In Yarn-cluster mode, driver runs on appliaction master, appliaction the master process is also responsible for driving application and requesting resources from yarn, which runs in yarn container, so the client that initiates application master can immediately shut down without continuing to the application lifecycle, and the following figure is Yarn-cluster mode

Job execution flow in Yarn-cluster mode:

1. Client-generated job information submitted to ResourceManager (RM)

2. RM starts container in one nodemanager (determined by yarn) and assigns application Master (AM) to the NodeManager (NM)

3. NM receives the allocation of RM, initiates application master and initializes the job, at which point this nm is called driver

4. Application to RM for resources, allocating resources and notifying other NodeManager to start the corresponding executor

5. Executor reports to application master on NM and completes the corresponding tasks

Yarn-client

In Yarn-client, application master only requests resources from the yarn to executor, then the client will schedule the job with container communication, and the following figure is Yarn-client mode

Job execution flow in yarn-client mode:

1. Client-generated job information submitted to ResourceManager (RM)

2. RM starts container in local NodeManager and assigns application Master (AM) to the NodeManager (NM)

3. NM receives the allocation of RM, initiates application master and initializes the job, at which point this nm is called driver

4. Application to RM for resources, allocating resources and notifying other NodeManager to start the corresponding executor

5. Executor to the locally initiated application Master Registration report and complete the corresponding task

The following table is a comparison between spark standalone and spark on yarn mode

Contact Us

The content source of this page is from Internet, which doesn't represent Alibaba Cloud's opinion; products and services mentioned on that page don't have any relationship with Alibaba Cloud.

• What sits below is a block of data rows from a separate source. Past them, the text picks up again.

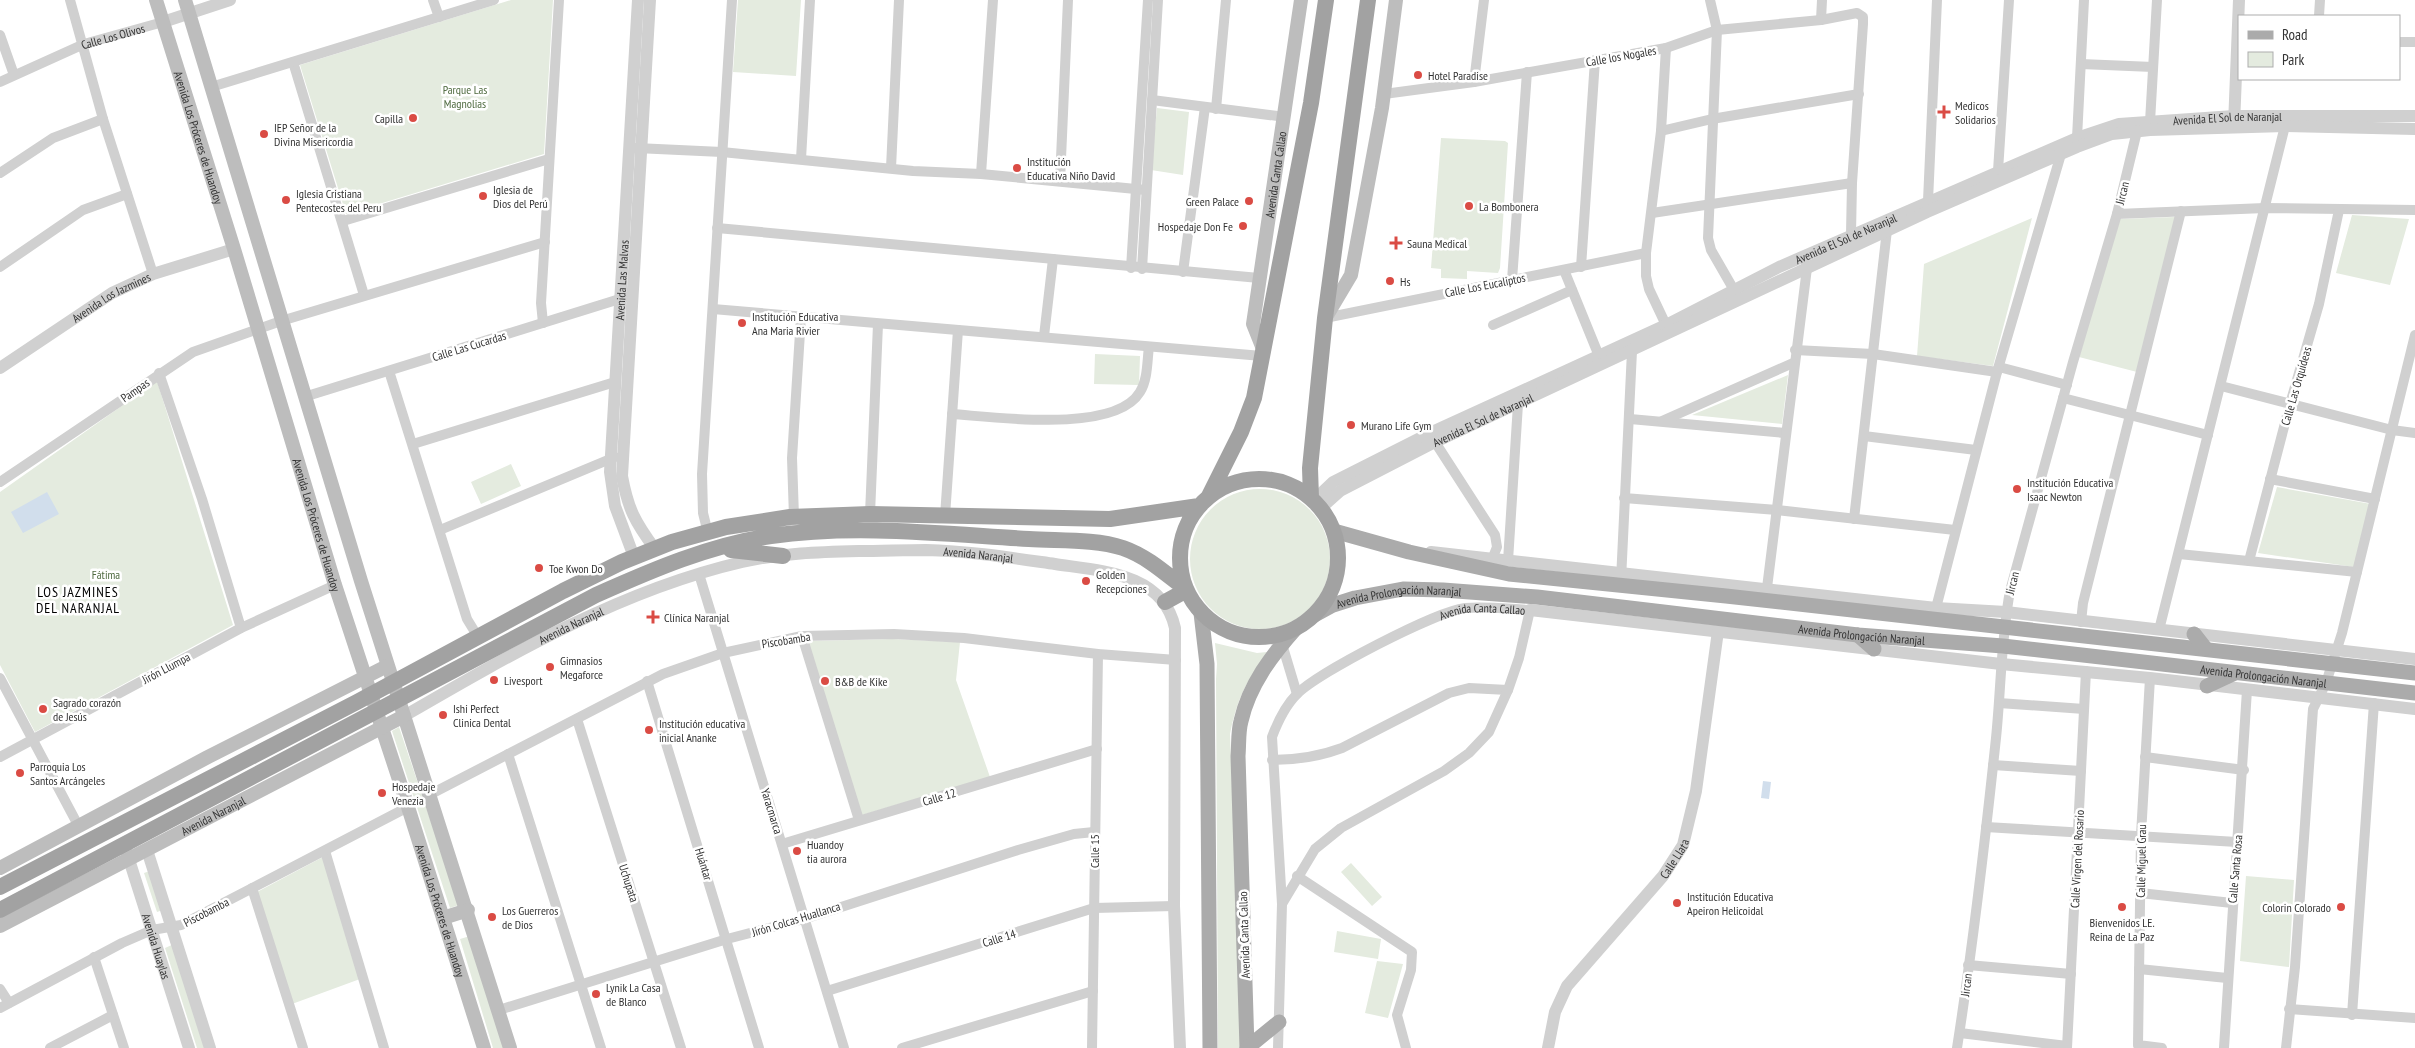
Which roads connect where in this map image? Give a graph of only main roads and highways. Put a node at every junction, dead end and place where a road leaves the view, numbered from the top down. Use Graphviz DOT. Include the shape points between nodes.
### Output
graph roads {
  1 [pos="156,0"];
  2 [pos="1301,0"];
  3 [pos="1326,0"];
  4 [pos="1368,0"];
  5 [pos="1396,0"];
  6 [pos="187,7"];
  7 [pos="1326,318"];
  8 [pos="1263,353"];
  9 [pos="1204,501"];
  10 [pos="1315,502"];
  11 [pos="1334,531"];
  12 [pos="722,548"];
  13 [pos="783,556"];
  14 [pos="1184,589"];
  15 [pos="1890,601"];
  16 [pos="1165,602"];
  17 [pos="1870,612"];
  18 [pos="1201,613"];
  19 [pos="1310,618"];
  20 [pos="1296,628"];
  21 [pos="1858,634"];
  22 [pos="2194,634"];
  23 [pos="2205,648"];
  24 [pos="1874,649"];
  25 [pos="2235,673"];
  26 [pos="2415,673"];
  27 [pos="390,674"];
  28 [pos="365,677"];
  29 [pos="2207,686"];
  30 [pos="2415,693"];
  31 [pos="371,694"];
  32 [pos="398,699"];
  33 [pos="376,711"];
  34 [pos="404,716"];
  35 [pos="382,727"];
  36 [pos="126,852"];
  37 [pos="0,868"];
  38 [pos="0,887"];
  39 [pos="0,910"];
  40 [pos="468,910"];
  41 [pos="443,918"];
  42 [pos="0,926"];
  43 [pos="1279,1022"];
  44 [pos="484,1048"];
  45 [pos="510,1048"];
  46 [pos="1210,1048"];
  47 [pos="1247,1048"];
  1 -- 28 [label="main road, Avenida Los Próceres de Huandoy"];
  2 -- 8 [label="main road, Avenida Canta Callao" via="1253,324"];
  3 -- 8 [label="highway, Avenida Canta Callao"];
  4 -- 7 [label="highway"];
  5 -- 7 [label="main road" via="1384,94 1351,275"];
  6 -- 27 [label="main road, Avenida Los Próceres de Huandoy"];
  7 -- 10 [label="highway" via="1310,468"];
  8 -- 9 [label="highway, Avenida Canta Callao" via="1245,423"];
  9 -- 10 [label="highway" via="1228,485 1272,479 1293,486"];
  9 -- 14 [label="highway" via="1190,520 1181,545 1180,570"];
  9 -- 27 [label="highway" via="1110,520 870,514 794,517 708,532 634,557 478,637"];
  10 -- 11 [label="highway"];
  11 -- 17 [label="main road, Avenida Prolongación Naranjal" via="1509,574 1621,579"];
  11 -- 19 [label="highway" via="1338,554 1336,578 1326,600"];
  12 -- 13 [label="highway"];
  12 -- 14 [label="highway, Avenida Naranjal" via="771,536 832,532 932,533 1090,543 1124,548 1142,557"];
  12 -- 32 [label="highway, Avenida Naranjal" via="679,560 596,595"];
  14 -- 16 [label="highway"];
  14 -- 18 [label="highway"];
  15 -- 17 [label="main road"];
  17 -- 23 [label="main road, Avenida Prolongación Naranjal" via="2004,620"];
  18 -- 20 [label="highway" via="1236,633 1270,635"];
  18 -- 46 [label="main road" via="1207,664"];
  19 -- 20 [label="highway"];
  19 -- 21 [label="main road, Avenida Prolongación Naranjal" via="1333,605 1355,598 1403,589 1443,590"];
  20 -- 47 [label="main road, Avenida Canta Callao" via="1265,666 1248,697 1240,723 1238,756"];
  21 -- 24 [label="main road"];
  21 -- 25 [label="main road, Avenida Prolongación Naranjal" via="2003,646"];
  22 -- 23 [label="main road"];
  23 -- 26 [label="main road, Avenida Prolongación Naranjal"];
  25 -- 29 [label="main road"];
  25 -- 30 [label="main road, Avenida Prolongación Naranjal"];
  27 -- 28 [label="main road"];
  27 -- 31 [label="highway"];
  27 -- 32 [label="main road, Avenida Los Próceres de Huandoy"];
  28 -- 31 [label="main road, Avenida Los Próceres de Huandoy"];
  28 -- 37 [label="main road"];
  31 -- 33 [label="main road, Avenida Los Próceres de Huandoy"];
  31 -- 38 [label="highway"];
  32 -- 33 [label="highway, Avenida Naranjal"];
  32 -- 34 [label="main road, Avenida Los Próceres de Huandoy"];
  33 -- 35 [label="main road, Avenida Los Próceres de Huandoy"];
  33 -- 36 [label="highway, Avenida Naranjal"];
  34 -- 35 [label="main road, Avenida Naranjal"];
  34 -- 40 [label="main road, Avenida Los Próceres de Huandoy"];
  35 -- 36 [label="main road, Avenida Naranjal" via="147,850"];
  35 -- 41 [label="main road, Avenida Los Próceres de Huandoy"];
  36 -- 39 [label="highway, Avenida Naranjal"];
  36 -- 42 [label="main road, Avenida Naranjal"];
  40 -- 41 [label="main road"];
  40 -- 45 [label="main road, Avenida Los Próceres de Huandoy"];
  41 -- 44 [label="main road, Avenida Los Próceres de Huandoy"];
  43 -- 47 [label="main road"];
}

If the content of the page makes you feel confusing, please write us an email, we will handle the problem within 5 days after receiving your email.

If you find any instances of plagiarism from the community, please send an email to: info-contact@alibabacloud.com and provide relevant evidence. A staff member will contact you within 5 working days.

A Free Trial That Lets You Build Big!

Start building with 50+ products and up to 12 months usage for Elastic Compute Service

  • Sales Support

    1 on 1 presale consultation

  • After-Sales Support

    24/7 Technical Support 6 Free Tickets per Quarter Faster Response

  • Alibaba Cloud offers highly flexible support services tailored to meet your exact needs.